Her private story and her public story is I'm the same person I've always been.
So she's responded to this upheaval in her life, first of all, by just shedding friends and colleagues and advisors and mentors, and then telling herself and the public a story that actually, like, you people are out of career. If you look at early Elise Stefanik,
there's this charming and earnest quality to her
that kind of went with the intelligence.
And what you see now is something kind of brittle and harsh.
Well, I think in part of it, it's artificial, right?
I mean, she's playing a role that is not natural necessarily to her.
This is Water Under the Bridge now,
but remember when Mitt Romney said,
I'm severely conservative?
That's exactly what I was thinking of, yeah.
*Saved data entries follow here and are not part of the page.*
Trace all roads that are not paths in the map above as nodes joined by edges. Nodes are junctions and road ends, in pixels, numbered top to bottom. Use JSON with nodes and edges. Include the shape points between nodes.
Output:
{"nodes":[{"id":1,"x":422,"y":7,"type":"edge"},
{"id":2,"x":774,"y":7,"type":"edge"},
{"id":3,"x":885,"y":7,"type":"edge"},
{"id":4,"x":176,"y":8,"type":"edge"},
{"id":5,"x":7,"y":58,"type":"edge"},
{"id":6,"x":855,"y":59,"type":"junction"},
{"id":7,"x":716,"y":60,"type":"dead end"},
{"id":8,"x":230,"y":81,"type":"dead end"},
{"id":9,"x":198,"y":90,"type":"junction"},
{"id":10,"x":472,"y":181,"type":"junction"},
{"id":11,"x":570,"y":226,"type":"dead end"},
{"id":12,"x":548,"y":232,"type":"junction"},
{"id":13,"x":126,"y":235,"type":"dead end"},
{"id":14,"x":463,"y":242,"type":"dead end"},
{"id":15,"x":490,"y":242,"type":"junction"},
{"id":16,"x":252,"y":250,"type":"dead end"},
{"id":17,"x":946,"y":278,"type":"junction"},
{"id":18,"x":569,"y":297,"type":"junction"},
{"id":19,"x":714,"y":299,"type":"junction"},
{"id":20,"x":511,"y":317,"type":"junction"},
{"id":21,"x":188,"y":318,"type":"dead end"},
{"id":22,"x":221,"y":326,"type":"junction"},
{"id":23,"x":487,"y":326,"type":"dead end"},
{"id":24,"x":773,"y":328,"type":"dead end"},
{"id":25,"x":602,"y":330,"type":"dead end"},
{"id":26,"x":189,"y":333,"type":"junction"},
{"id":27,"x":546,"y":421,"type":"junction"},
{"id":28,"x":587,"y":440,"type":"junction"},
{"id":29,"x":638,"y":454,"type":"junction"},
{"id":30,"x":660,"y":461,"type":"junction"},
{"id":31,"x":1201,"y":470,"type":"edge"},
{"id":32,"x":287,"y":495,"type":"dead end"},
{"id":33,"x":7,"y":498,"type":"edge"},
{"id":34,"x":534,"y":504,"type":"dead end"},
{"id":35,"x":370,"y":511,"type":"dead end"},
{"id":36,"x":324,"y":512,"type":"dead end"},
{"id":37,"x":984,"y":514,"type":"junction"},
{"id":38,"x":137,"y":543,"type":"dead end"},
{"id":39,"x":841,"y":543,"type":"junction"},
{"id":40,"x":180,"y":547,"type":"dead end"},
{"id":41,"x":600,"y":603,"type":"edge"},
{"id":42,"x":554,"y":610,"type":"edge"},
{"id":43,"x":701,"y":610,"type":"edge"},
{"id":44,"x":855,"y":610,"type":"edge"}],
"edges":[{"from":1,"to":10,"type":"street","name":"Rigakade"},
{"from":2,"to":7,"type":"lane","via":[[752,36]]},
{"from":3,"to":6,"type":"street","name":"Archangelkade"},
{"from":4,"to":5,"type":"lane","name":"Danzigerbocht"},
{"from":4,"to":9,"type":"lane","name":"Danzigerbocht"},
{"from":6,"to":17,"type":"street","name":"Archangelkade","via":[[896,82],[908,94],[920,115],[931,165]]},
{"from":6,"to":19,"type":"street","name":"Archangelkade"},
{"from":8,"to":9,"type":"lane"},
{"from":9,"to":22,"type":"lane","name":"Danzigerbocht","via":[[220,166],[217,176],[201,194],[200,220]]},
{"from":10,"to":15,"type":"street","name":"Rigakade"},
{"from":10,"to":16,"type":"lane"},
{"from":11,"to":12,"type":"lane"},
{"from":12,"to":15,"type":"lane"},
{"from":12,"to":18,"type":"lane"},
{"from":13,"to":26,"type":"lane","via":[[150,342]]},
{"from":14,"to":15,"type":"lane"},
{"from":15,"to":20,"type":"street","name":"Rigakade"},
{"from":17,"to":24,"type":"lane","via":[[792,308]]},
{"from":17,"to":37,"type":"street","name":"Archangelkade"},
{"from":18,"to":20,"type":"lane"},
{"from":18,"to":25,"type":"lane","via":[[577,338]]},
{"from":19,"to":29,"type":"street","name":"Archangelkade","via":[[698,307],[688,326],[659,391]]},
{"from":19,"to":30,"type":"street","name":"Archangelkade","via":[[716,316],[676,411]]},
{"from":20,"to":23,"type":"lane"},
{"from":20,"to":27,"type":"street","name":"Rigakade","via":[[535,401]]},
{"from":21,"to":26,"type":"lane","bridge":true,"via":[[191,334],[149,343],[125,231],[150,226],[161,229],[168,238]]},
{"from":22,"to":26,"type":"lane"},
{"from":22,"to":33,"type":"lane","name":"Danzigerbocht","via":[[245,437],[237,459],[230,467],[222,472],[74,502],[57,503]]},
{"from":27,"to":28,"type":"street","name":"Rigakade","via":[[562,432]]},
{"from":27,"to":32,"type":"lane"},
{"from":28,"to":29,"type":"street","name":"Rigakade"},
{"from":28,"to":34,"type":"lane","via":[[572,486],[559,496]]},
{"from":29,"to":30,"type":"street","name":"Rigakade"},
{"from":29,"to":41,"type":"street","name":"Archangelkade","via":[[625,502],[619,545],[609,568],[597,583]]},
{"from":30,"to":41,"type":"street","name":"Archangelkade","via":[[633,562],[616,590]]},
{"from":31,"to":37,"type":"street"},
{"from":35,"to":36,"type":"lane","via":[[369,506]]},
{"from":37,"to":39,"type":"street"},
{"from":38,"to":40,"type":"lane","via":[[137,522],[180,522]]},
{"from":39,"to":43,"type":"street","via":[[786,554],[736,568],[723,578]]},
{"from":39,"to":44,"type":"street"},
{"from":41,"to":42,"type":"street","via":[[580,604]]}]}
And you could feel him trying to reach for the language
that didn't come naturally to him
so that he could get people to identify with him
who didn't normally.
And when she goes out there and says,
I am ultra-MAGA, I'm proud of it,
there is not a single person who knows her
who believes for a
second that that is anything but a theater. And it makes them laugh, but also cry because
people who have known her forever, it's like, this is not you. This is not who you are. And for what?
That's the ultimate question. For what? And this is all very, very recent. You know, as you point out, you know, as recently as the 2020 campaign, I was amazed to read
this in your reporting that she'd offered unsolicited advice to Pete Buttigieg after
the Democratic debates and asked whether she might be considered for a cabinet job if he
won.
I mean, this is not that long ago.
Yeah.
And this was happening during the 2019 impeachment.
At that point,
again, it happened quickly, but it did happen in a couple of stages when she made the move.
And at first, I think she genuinely thought that the impeachment drive, the first one especially,
was unjust, that it was also theater, that Adam Schiff was corrupt, that the rules were rigged,
and that she was going to attack the process. And she told friends in the run-up, look, I'm going to take a bigger role in this. I'm not going to carry
Trump's water. I think the process is really wrong. And then I think she found that if she
carried Trump's water a little bit, the money just came flooding in. My gosh, she raised so much
money. So that's my question, whether that was her star turn, because that's the way I remember
it, that she was like reasonable, moderate.
And then she played this role defending Trump.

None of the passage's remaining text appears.